Check out some of Bailey’s best frame jobs of the season by called strike probability. All of these were called Strike 3s on pitches that were at least an inch outside the strike zone:

“At the end of the day, you’re just matching the plane of the pitch,” Bailey said. “Sometimes [with a pitcher like Webb] you’re riding the sinker back in the zone, sometimes you’re matching the shape of your move with the glove to the sweeper. I think it’s the same way with north-south guys [like Verlander] — you’re still matching the plane.”

Bailey’s elite pitch framing is a testament to the Giants’ catcher development. San Francisco rebuilt Bailey’s catching approach from the ground up after drafting him in the first round out of North Carolina State in 2020. That included Bailey learning the knee-down catching style that’s taken over the Major Leagues in the last five years because of the pitch framing benefits it yields.

“You could go watch my video from NC State,” Bailey said. “Basically, when I got here, I changed everything with how I caught.”

Thanks to his work with Craig Albernaz, the Giants’ catching coach when Bailey came up, and Alex Burg, who was San Francisco’s bullpen catcher Bailey’s rookie season before taking over as Major League catching coach for Albernaz, Bailey’s versatility in his catching setup and movements behind the plate has become the foundation of his masterful pitch framing.

And of course, Bailey now has Buster Posey — who was one of the elite all-around defensive catchers of his era, and whose 2016 framing season is still as good as any we’ve seen in the Statcast era — as his president of baseball operations.

Posey’s message to Bailey, as he told The Athletic before the start of this season, was: “Lead the staff.” In every way, not just pitch framing. Bailey has taken that to heart.

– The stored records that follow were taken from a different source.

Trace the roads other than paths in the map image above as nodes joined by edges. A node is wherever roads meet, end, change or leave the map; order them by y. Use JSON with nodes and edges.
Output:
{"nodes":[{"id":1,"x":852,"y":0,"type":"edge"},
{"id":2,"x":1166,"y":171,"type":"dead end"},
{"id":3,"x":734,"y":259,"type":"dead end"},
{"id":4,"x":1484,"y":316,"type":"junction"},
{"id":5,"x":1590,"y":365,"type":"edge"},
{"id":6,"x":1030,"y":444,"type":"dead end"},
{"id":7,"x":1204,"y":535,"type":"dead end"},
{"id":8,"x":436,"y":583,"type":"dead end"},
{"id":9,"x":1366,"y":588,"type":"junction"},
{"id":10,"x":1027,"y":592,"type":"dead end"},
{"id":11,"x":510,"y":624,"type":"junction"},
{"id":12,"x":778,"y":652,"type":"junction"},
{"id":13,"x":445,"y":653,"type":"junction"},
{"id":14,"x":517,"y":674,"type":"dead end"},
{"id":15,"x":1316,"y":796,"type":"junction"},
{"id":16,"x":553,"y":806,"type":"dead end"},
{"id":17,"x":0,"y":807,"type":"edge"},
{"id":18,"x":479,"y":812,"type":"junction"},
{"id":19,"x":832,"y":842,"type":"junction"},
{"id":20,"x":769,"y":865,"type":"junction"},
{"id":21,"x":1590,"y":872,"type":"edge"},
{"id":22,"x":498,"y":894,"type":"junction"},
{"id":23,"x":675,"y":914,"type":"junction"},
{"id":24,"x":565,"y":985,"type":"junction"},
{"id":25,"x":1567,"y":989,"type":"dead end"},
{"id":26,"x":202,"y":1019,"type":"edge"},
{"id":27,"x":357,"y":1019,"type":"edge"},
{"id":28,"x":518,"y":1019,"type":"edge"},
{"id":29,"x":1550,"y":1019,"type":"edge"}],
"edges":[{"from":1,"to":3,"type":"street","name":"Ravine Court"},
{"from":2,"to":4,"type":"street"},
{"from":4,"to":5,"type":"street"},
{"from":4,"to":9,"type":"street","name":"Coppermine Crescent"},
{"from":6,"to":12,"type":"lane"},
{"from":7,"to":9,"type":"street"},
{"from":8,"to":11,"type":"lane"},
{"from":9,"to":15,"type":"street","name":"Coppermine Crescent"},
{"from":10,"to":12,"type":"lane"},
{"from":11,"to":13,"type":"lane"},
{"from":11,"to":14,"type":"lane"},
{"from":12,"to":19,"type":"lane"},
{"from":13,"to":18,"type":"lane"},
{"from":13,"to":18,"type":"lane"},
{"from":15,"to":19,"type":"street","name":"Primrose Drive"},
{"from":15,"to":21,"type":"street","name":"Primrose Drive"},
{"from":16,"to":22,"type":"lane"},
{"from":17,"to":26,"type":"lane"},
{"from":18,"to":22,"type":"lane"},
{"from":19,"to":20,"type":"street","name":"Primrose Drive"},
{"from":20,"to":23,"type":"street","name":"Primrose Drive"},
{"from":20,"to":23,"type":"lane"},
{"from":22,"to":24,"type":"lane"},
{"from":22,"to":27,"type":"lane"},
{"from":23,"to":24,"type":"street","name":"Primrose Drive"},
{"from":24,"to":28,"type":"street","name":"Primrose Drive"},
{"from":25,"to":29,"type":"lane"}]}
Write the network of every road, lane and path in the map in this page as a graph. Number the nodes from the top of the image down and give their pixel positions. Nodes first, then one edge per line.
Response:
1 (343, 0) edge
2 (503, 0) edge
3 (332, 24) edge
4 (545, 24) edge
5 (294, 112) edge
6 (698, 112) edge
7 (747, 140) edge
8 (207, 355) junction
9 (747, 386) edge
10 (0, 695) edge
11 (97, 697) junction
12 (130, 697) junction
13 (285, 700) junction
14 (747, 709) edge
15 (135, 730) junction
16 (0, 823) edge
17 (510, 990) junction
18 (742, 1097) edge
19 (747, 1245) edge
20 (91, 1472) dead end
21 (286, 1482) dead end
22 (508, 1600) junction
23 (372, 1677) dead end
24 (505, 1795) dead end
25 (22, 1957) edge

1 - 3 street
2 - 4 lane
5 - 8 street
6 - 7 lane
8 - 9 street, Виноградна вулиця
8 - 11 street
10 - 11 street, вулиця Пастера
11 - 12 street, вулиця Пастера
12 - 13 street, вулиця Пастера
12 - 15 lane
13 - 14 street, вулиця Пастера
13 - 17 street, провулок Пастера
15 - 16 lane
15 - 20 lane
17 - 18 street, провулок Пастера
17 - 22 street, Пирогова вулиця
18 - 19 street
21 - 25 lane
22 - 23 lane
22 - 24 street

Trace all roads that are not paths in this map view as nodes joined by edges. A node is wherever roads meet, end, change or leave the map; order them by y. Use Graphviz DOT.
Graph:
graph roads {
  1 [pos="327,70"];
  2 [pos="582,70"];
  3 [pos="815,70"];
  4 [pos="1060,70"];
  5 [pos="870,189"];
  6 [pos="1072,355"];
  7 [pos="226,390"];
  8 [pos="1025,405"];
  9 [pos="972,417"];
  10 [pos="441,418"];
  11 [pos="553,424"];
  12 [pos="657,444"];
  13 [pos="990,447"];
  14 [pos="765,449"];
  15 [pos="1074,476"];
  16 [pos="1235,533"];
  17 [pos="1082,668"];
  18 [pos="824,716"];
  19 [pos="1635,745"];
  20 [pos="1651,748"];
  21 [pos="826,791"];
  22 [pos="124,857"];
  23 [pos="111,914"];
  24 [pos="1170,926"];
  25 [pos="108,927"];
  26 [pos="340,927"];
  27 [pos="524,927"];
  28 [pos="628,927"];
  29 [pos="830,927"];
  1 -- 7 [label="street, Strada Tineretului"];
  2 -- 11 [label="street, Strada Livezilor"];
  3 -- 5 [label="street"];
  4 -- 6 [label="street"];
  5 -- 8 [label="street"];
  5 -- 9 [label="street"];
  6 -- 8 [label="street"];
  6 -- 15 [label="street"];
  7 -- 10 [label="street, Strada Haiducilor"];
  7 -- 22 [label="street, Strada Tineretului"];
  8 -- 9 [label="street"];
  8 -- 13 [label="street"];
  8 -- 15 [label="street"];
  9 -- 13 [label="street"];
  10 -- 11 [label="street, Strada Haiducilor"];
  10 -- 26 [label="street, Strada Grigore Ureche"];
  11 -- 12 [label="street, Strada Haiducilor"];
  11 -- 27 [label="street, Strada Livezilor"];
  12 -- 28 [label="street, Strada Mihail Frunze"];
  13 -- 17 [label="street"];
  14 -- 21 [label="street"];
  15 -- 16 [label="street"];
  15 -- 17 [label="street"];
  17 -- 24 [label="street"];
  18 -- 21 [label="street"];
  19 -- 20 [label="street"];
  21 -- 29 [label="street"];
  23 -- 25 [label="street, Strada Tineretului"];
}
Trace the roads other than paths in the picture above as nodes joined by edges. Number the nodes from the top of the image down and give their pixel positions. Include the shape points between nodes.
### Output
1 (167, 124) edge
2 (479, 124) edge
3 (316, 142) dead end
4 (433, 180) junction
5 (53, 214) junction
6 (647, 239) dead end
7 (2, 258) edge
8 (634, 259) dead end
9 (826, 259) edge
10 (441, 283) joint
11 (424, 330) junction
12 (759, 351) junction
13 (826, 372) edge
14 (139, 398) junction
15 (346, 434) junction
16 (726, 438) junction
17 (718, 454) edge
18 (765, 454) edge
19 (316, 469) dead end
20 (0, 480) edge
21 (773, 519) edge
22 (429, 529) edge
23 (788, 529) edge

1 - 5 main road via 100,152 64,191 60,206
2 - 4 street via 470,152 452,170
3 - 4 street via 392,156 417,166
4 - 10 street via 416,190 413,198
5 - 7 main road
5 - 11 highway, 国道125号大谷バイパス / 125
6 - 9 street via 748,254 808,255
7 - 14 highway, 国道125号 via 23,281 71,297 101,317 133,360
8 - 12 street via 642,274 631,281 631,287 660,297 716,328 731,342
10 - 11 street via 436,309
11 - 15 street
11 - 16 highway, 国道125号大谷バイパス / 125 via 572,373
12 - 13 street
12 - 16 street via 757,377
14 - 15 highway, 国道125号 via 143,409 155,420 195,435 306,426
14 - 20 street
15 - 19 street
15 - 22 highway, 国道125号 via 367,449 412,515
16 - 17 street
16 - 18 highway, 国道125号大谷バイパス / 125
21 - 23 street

“We have to be adaptable to what the pitcher needs,” Bailey said. “Because at the end of the day, our job is to get the best out of our pitchers.”

Everyone knows how important catchers are as a team’s field general, and their value probably isn’t fully captured by defensive statistics. But the updated framing numbers from Statcast do help with that by giving a boost to the elite defensive catchers around the Majors. Like Bailey.

There’s an argument that Bailey is the most impactful fielder in baseball. By Statcast’s Fielding Run Value, which combines all of the individual Statcast defensive metrics into one overall value stat, Bailey ranks No. 1 among all MLB fielders — not just catchers — both in 2025 and since his debut.

His pitch framing is by far the biggest component of that fielding value. And so Bailey approaches receiving the same way a savant like Joey Votto would approach hitting.

“Every pitch is different,” Bailey said. “It’s kind of similar to hitting, where you’re timing up pitches, you’re matching shapes. It’s just, as a catcher, you know what’s coming.”